Sin embargo, desde el momento en que se practica un homenaje en la esfera pública, el acto adquiere una dimensión política. Ahí es lícita la intervención de las autoridades.
Más aún, poner freno a las prácticas glorificadoras constituye un imperativo moral de toda sociedad decente, esto es, de aquella sociedad en la que sus instituciones no humillen (en este caso por su inacción y omisión) a las víctimas y sus allegados ni, por extensión, al resto de la ciudadanía que asiste al asesinato de conciudadanos por quiénes son, pero más a menudo por lo que representan (miembros de las fuerzas de seguridad y de la judicatura, concejales y responsables de partidos políticos en general, periodistas, etcétera). Los actos aprobatorios de los victimarios, y con ellos de sus delitos, son los canales a través de los cuales opera de forma concreta la humillación.
Toda expresión pública de simpatía con los gudaris equivale a confesar una identificación incondicional con los caídos en acto de combate o purgando pena por sus actividades asesinas, a transmitir a la audiencia el mensaje de que eran nosotros (o son, en la medida que están presos).
La apuesta por concatenar a vivos y muertos (o en prisión) no es inocente. En estos casos, el culto cumple varias funciones que, consideradas conjuntamente, están llamadas a reproducir la violencia.
En primer lugar, sirve de mecanismo integrador parauna comunidad urgida de referentes cohesionadores, imperativo tanto más perentorio cuanto más hostil se va convirtiendo su entorno socio-político y cultural como consecuencia del descrédito mayoritario que merecen las acciones armadas entre la población. Asistir a un ritual glorificador de un etarra actualiza el compromiso con la causa de la feligresía asistente y, de forma vicaria, de todos los miembros y simpatizantes del nacionalismo radical.
Elevar al gudari muerto al panteón del culto nacional implica, en segundo término, ofrecer a las generaciones presentes y a las venideras, a esa juventud alegre y combativa, un ejemplo en obra del camino a seguir. El héroe se erige en una figura pedagógica y socializadora, referencial y digna de mimesis, que cumple la misión de estimular el valor y resolución en sus correligionarios mediante el ejemplo.

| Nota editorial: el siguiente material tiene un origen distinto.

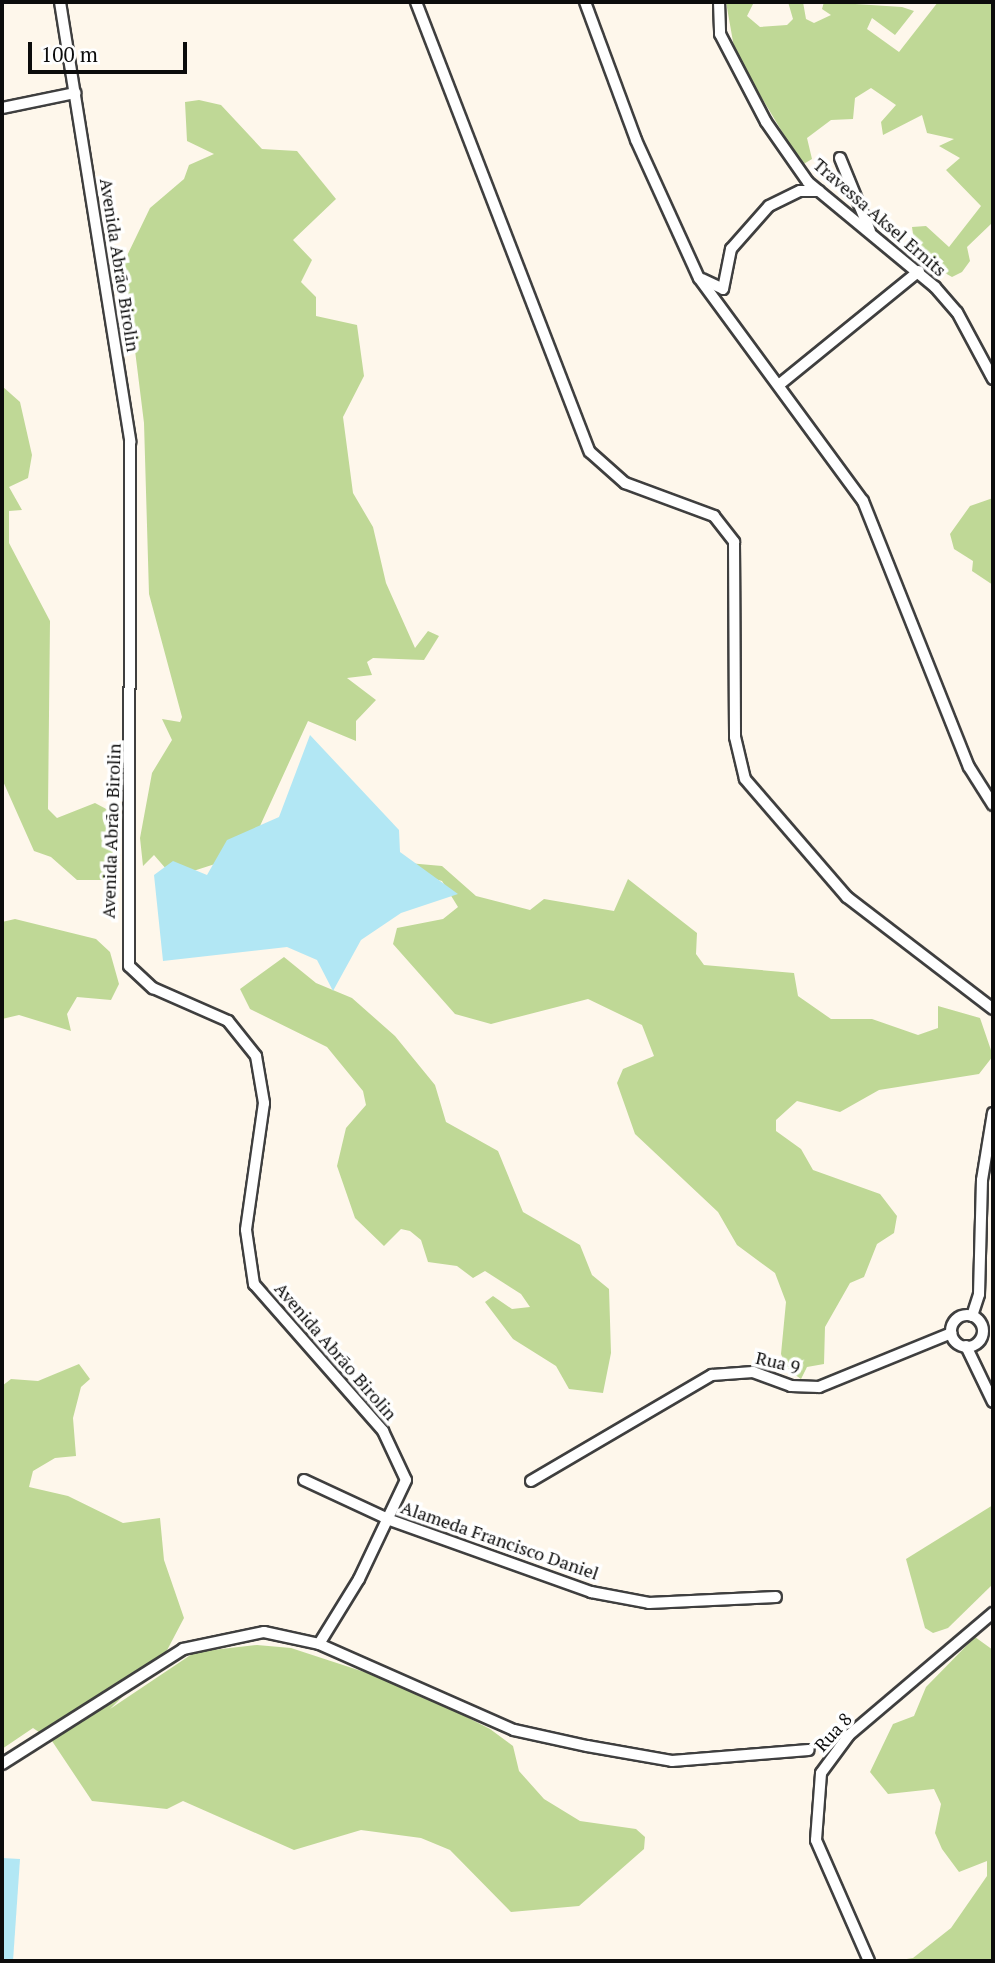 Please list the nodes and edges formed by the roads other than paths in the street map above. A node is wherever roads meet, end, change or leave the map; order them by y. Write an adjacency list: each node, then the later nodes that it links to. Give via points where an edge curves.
1 (61, 2): 5 (street, Avenida Abrão Birolin)
2 (416, 2): 15 (street, via 590,453 625,482 714,516 734,542 736,737 745,779 847,897)
3 (719, 2): 8 (street, Travessa Aksel Ernits, via 720,34 766,122)
4 (586, 3): 11 (street, via 636,140)
5 (75, 93): 6 (street); 23 (street, Avenida Abrão Birolin, via 130,441 129,966 153,988 228,1021 256,1056 264,1103 246,1230 254,1284 395,1449 406,1480)
6 (2, 108)
7 (841, 158): 9 (street)
8 (819, 191): 9 (street, Travessa Aksel Ernits); 11 (street, via 800,191 769,206 732,248 723,289)
9 (870, 231): 10 (street, Travessa Aksel Ernits)
10 (919, 271): 12 (street, Travessa Aksel Ernits, via 957,312); 13 (street)
11 (699, 278): 13 (street)
12 (993, 379)
13 (780, 384): 14 (street, via 863,501 969,767)
14 (993, 805)
15 (993, 1009)
16 (993, 1113): 17 (street, via 982,1180 979,1294)
17 (972, 1316): 18 (street, Rua 9, via 956,1319); 19 (street, via 982,1335)
18 (951, 1333): 19 (street); 22 (street, Rua 9, via 819,1387 791,1386 753,1373 712,1375)
19 (966, 1346): 20 (street)
20 (993, 1402)
21 (304, 1480): 23 (street, Alameda Francisco Daniel)
22 (531, 1480)
23 (390, 1520): 24 (street, Alameda Francisco Daniel, via 534,1574 649,1604); 26 (street, Avenida Abrão Birolin)
24 (776, 1597)
25 (993, 1613): 29 (street, Rua 8, via 849,1735 821,1773 816,1840)
26 (319, 1644): 27 (street, via 514,1730 587,1746 672,1761); 28 (street, via 264,1632 183,1649)
27 (809, 1750)
28 (2, 1764)
29 (869, 1961)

En tercer lugar, la exaltación del héroe caído en nombre de la patria como muestra de la más sublime y desinteresada abnegación sirve como ocasión para expresar en público la legitimidad de la acción violenta, no ya solo de forma retrospectiva, sino también en el presente.
En suma: servir de argamasa grupal, socializar en el heroísmo y legitimar la lucha armada son tres razones suficientes para que los miembros de la comunidad nacionalista radical se sientan interpelados por la "obligación moral" de homenajear a los gudaris, según expresó un destacado dirigente ultraabertzale.
Las consecuencias a corto y medio plazo de dicha glorificación son inmediatas: alimentar la cronificación de la violencia.
Las consideraciones aquí esbozadas apuntan a un horizonte moral bien diferente del señalado por ese dirigente. Un escenario en el que ni las víctimas ni el resto de la sociedad se vean humillados al asistir a la apoteosis de quienes han asesinado, o lo han intentado, en nombre de un proyecto político. Un escenario en el que a la violencia física padecida por las víctimas no siga la violencia simbólica de contemplar la exaltación de los victimarios. Ya va siendo hora.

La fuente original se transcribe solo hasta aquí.